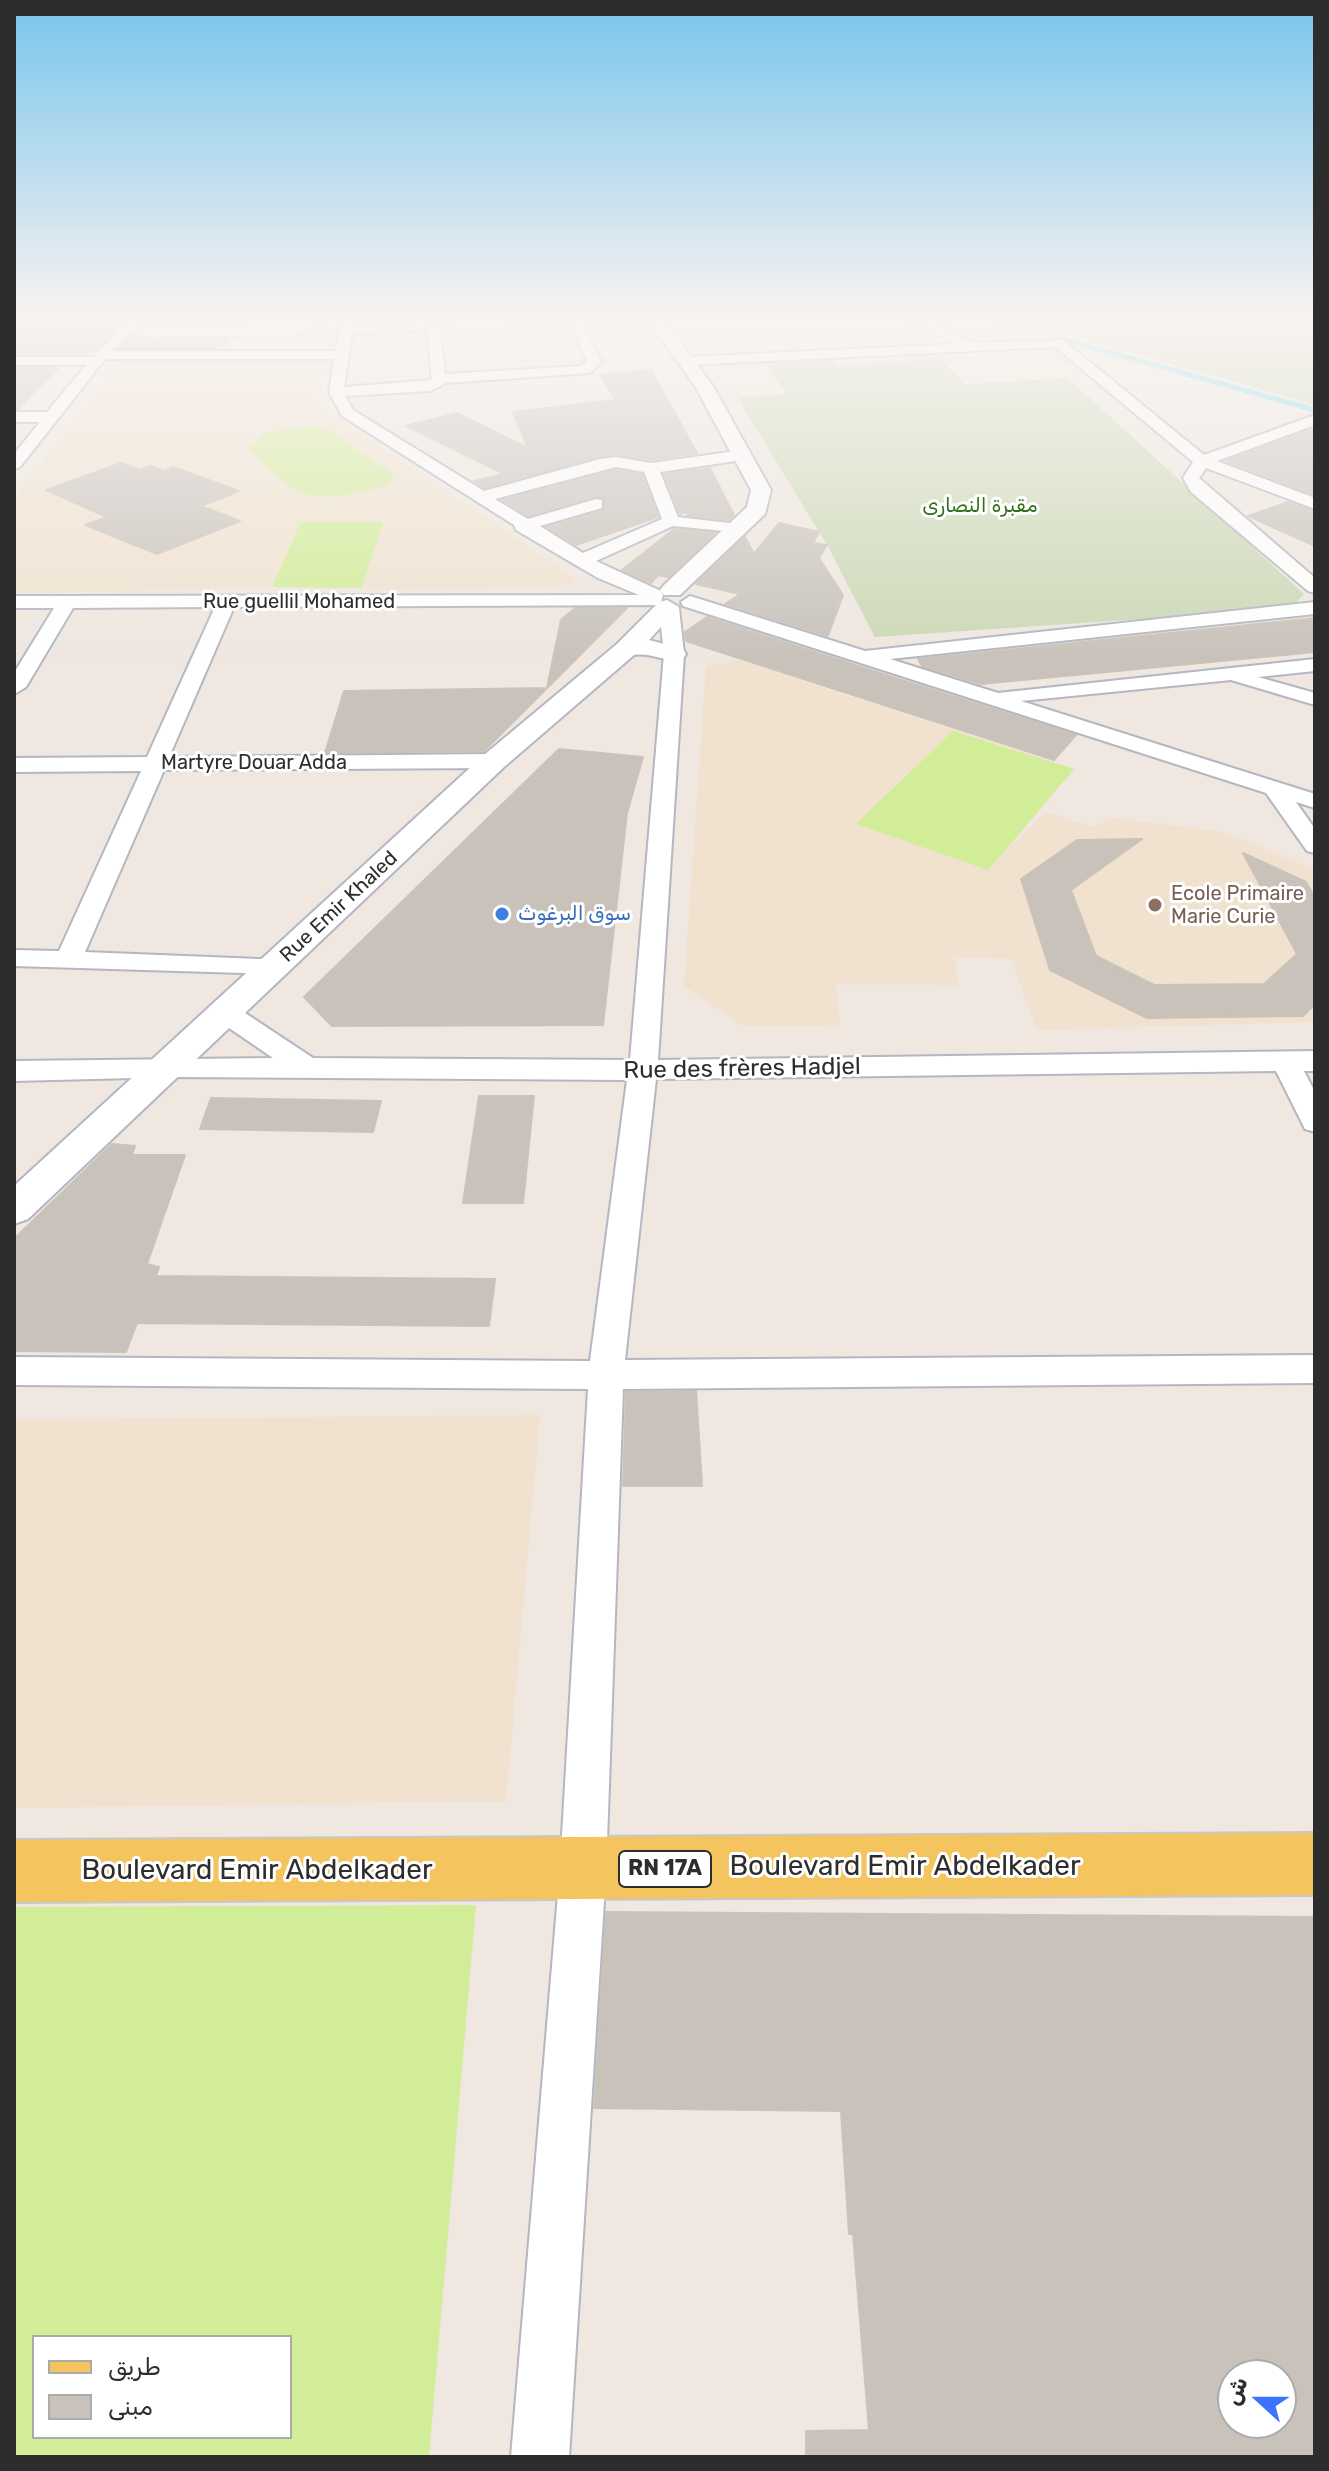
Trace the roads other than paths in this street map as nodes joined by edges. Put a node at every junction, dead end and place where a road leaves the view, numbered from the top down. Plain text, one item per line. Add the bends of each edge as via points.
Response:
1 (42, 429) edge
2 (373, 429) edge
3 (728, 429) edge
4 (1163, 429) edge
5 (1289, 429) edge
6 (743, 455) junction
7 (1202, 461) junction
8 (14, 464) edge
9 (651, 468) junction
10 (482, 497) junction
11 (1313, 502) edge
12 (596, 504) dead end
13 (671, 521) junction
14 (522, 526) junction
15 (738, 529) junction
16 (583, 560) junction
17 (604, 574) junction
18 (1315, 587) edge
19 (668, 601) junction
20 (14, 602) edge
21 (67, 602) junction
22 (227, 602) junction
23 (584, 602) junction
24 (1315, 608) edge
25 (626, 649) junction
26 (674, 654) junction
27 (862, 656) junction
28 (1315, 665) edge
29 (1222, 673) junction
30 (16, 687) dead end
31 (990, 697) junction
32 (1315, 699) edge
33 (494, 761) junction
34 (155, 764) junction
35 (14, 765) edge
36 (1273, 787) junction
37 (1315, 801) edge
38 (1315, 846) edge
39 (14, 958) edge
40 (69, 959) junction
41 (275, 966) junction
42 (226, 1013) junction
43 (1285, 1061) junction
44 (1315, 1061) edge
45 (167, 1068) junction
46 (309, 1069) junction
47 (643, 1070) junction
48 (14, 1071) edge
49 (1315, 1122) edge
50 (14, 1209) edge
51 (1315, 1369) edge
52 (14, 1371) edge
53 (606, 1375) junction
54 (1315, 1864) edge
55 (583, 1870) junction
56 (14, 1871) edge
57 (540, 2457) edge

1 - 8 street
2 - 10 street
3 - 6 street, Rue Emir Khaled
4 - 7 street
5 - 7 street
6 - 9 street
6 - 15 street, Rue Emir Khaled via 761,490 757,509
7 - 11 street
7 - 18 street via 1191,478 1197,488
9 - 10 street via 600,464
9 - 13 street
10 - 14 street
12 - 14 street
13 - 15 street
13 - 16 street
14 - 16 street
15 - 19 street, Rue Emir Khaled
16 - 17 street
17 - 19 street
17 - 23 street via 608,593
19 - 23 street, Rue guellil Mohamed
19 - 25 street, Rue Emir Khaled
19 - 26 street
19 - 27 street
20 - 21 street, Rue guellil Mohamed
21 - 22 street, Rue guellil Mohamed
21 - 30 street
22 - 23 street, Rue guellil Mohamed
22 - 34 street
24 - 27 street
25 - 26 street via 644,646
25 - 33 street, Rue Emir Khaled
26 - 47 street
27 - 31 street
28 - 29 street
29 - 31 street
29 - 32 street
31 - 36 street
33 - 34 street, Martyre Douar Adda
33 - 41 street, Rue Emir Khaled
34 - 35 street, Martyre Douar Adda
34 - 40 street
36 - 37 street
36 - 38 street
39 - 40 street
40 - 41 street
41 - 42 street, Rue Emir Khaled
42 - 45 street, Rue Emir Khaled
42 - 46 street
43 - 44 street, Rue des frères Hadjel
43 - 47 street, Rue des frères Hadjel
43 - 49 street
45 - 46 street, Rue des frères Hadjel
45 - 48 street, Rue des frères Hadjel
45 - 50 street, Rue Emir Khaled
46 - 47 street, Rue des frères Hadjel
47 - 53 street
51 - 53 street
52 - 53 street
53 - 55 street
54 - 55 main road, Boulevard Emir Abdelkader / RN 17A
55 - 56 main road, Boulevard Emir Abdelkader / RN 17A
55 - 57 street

* _Your objective_
Please give the entries again word for word, without any pictures.

* _Solution to this problem_
Trace the roads other than paths in this street map as nodes joined by edges. Put a node at every junction, dead end and place where a road leaves the view, numbered from the top down. Plain text, one item per line. Add the bends of each edge as via points.
Response:
1 (42, 429) edge
2 (373, 429) edge
3 (728, 429) edge
4 (1163, 429) edge
5 (1289, 429) edge
6 (743, 455) junction
7 (1202, 461) junction
8 (14, 464) edge
9 (651, 468) junction
10 (482, 497) junction
11 (1313, 502) edge
12 (596, 504) dead end
13 (671, 521) junction
14 (522, 526) junction
15 (738, 529) junction
16 (583, 560) junction
17 (604, 574) junction
18 (1315, 587) edge
19 (668, 601) junction
20 (14, 602) edge
21 (67, 602) junction
22 (227, 602) junction
23 (584, 602) junction
24 (1315, 608) edge
25 (626, 649) junction
26 (674, 654) junction
27 (862, 656) junction
28 (1315, 665) edge
29 (1222, 673) junction
30 (16, 687) dead end
31 (990, 697) junction
32 (1315, 699) edge
33 (494, 761) junction
34 (155, 764) junction
35 (14, 765) edge
36 (1273, 787) junction
37 (1315, 801) edge
38 (1315, 846) edge
39 (14, 958) edge
40 (69, 959) junction
41 (275, 966) junction
42 (226, 1013) junction
43 (1285, 1061) junction
44 (1315, 1061) edge
45 (167, 1068) junction
46 (309, 1069) junction
47 (643, 1070) junction
48 (14, 1071) edge
49 (1315, 1122) edge
50 (14, 1209) edge
51 (1315, 1369) edge
52 (14, 1371) edge
53 (606, 1375) junction
54 (1315, 1864) edge
55 (583, 1870) junction
56 (14, 1871) edge
57 (540, 2457) edge

1 - 8 street
2 - 10 street
3 - 6 street, Rue Emir Khaled
4 - 7 street
5 - 7 street
6 - 9 street
6 - 15 street, Rue Emir Khaled via 761,490 757,509
7 - 11 street
7 - 18 street via 1191,478 1197,488
9 - 10 street via 600,464
9 - 13 street
10 - 14 street
12 - 14 street
13 - 15 street
13 - 16 street
14 - 16 street
15 - 19 street, Rue Emir Khaled
16 - 17 street
17 - 19 street
17 - 23 street via 608,593
19 - 23 street, Rue guellil Mohamed
19 - 25 street, Rue Emir Khaled
19 - 26 street
19 - 27 street
20 - 21 street, Rue guellil Mohamed
21 - 22 street, Rue guellil Mohamed
21 - 30 street
22 - 23 street, Rue guellil Mohamed
22 - 34 street
24 - 27 street
25 - 26 street via 644,646
25 - 33 street, Rue Emir Khaled
26 - 47 street
27 - 31 street
28 - 29 street
29 - 31 street
29 - 32 street
31 - 36 street
33 - 34 street, Martyre Douar Adda
33 - 41 street, Rue Emir Khaled
34 - 35 street, Martyre Douar Adda
34 - 40 street
36 - 37 street
36 - 38 street
39 - 40 street
40 - 41 street
41 - 42 street, Rue Emir Khaled
42 - 45 street, Rue Emir Khaled
42 - 46 street
43 - 44 street, Rue des frères Hadjel
43 - 47 street, Rue des frères Hadjel
43 - 49 street
45 - 46 street, Rue des frères Hadjel
45 - 48 street, Rue des frères Hadjel
45 - 50 street, Rue Emir Khaled
46 - 47 street, Rue des frères Hadjel
47 - 53 street
51 - 53 street
52 - 53 street
53 - 55 street
54 - 55 main road, Boulevard Emir Abdelkader / RN 17A
55 - 56 main road, Boulevard Emir Abdelkader / RN 17A
55 - 57 street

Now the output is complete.